Она глядела на него, труп также отвечал ей взглядом. Наконец легкие и глаза стало жечь, и она почувствовала, что больше не выдержит.
«Прощай».
«Прощай».
Поднимаясь, она заметила, что Калеб включил бортовые огни. Корпус катера качался на поверхности, футах в двадцати над ней и футах в пятнадцати южнее. У самой поверхности что-то коснулось ее бедра, почти у колена. Она шлепнула по ноге, но ничего не обнаружила и при этом выпустила из рук фонарик. Тот мгновенно опустился на дно и вонзился в песок, глядя на мир желтым глазом.
Вынырнув, она с жадностью стала глотать воздух, затем поплыла к судну. Взбираясь на борт, она заметила крошечный островок у правого борта, которого раньше, во мраке, не было видно. По островку могли ходить разве что птицы или крабы: он был слишком мал даже для одной человеческой ягодицы, не говоря уже о двух. На каменистой почве рос одинокий маленький клен, хилый ствол склонялся к воде под углом в сорок пять градусов. В нескольких сотнях ярдов от катера чуть более явственно выступали контуры Томпсона, где по-прежнему не светилось ни одного огонька.

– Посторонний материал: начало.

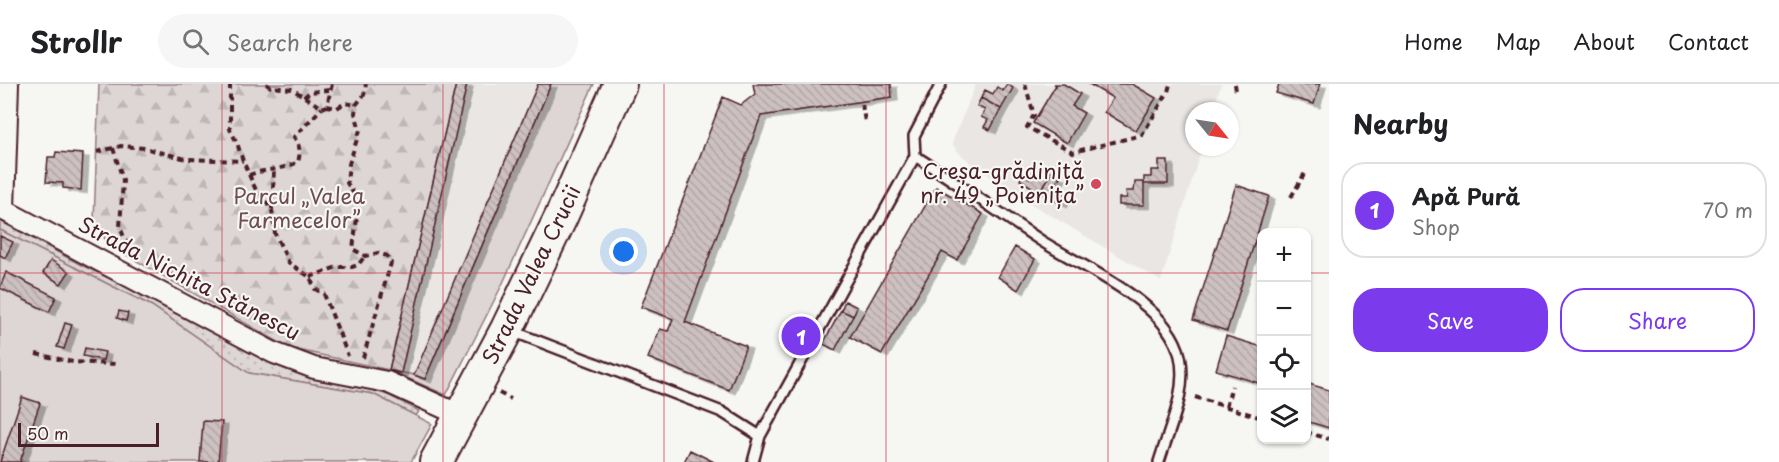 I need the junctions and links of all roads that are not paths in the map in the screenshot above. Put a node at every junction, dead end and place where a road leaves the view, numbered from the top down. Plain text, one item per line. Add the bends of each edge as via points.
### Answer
1 (8, 84) edge
2 (620, 84) edge
3 (941, 84) edge
4 (915, 156) junction
5 (2, 209) edge
6 (507, 329) junction
7 (462, 416) junction
8 (760, 436) junction
9 (436, 462) edge
10 (753, 462) edge
11 (1159, 462) edge

1 - 5 street
2 - 6 main road, Strada Valea Crucii
3 - 4 lane via 914,136
4 - 8 lane
4 - 11 lane via 1043,241 1122,287 1161,321 1175,343 1183,375
5 - 7 street, Strada Nichita Stănescu via 274,353 314,368 387,382
6 - 7 main road, Strada Valea Crucii
6 - 8 lane via 722,412
7 - 9 main road, Strada Valea Crucii
8 - 10 lane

На судне Рейчел взяла свою одежду и прошла в каюту, не обращая внимания на Калеба – тот сидел на палубе, зажав руки между коленями и опустив голову. Сразу за койкой находился маленький туалет с раздвижной дверью. Над туалетной полкой висела их с Брайаном фотография, которую она раньше не видела. Но она помнила, как их снимали – в тот день, когда Брайан познакомился с Мелиссой. После ланча в Норт-Энде они прогулялись до Чарльзтауна и уселись на травянистом холме перед монументом на Банкер-Хилл. Снимок сделала Мелисса. Рейчел и Брайан сидели спиной друг к другу, позади них возвышался памятник. Они улыбались. Конечно, все улыбаются, когда их фотографируют, но это были искренние улыбки. Оба светились счастьем. В тот вечер он впервые признался, что любит ее. Она заставила его томиться целых полчаса, прежде чем сказала то же самое.
Просидев в туалете несколько минут, Рейчел раз десять прошептала его имя и тихо плакала, пока горло не сжалось. Ей хотелось объяснить ему две вещи: она жалеет о том, что убила его, и ненавидела его за то, что он обращался с ней как с дурочкой. Но вдесятеро сильнее было чувство потери – потери его и потери себя, такой, какой она была с ним. Огромная часть ее личности отключилась после короткого замыкания на Гаити – способность сочувствовать и сопереживать, храбрость, воля, целостность, самоуважение, – и только Брайан верил, что все это вернется. Он убедил ее, что цепь можно восстановить после короткого замыкания.
Ей вспомнились слова матери: «Ох, Рейчел, как грустно, что ты можешь любить себя лишь тогда, когда другие дают на это разрешение».
Посмотрев в зеркало, она поразилась тому, как она похожа на мать, знаменитую Элизабет Чайлдс, чью озлобленность все принимали за храбрость.
– А пошла бы ты, мама…
Раздевшись донага, она вытерлась полотенцем, лежавшим на полке, надела джинсы, футболку и ветровку. Затем нашла щетку и, как могла, пригладила волосы, еще раз поглядев в зеркало на свою мать той поры, когда вышла «Лестница», но также и на новую Рейчел, на Рейчел-убийцу. Она лишила человека жизни. И не так уж важно, что это был ее муж, преступление само по себе было слишком серьезным. Она участвовала в истреблении человечества.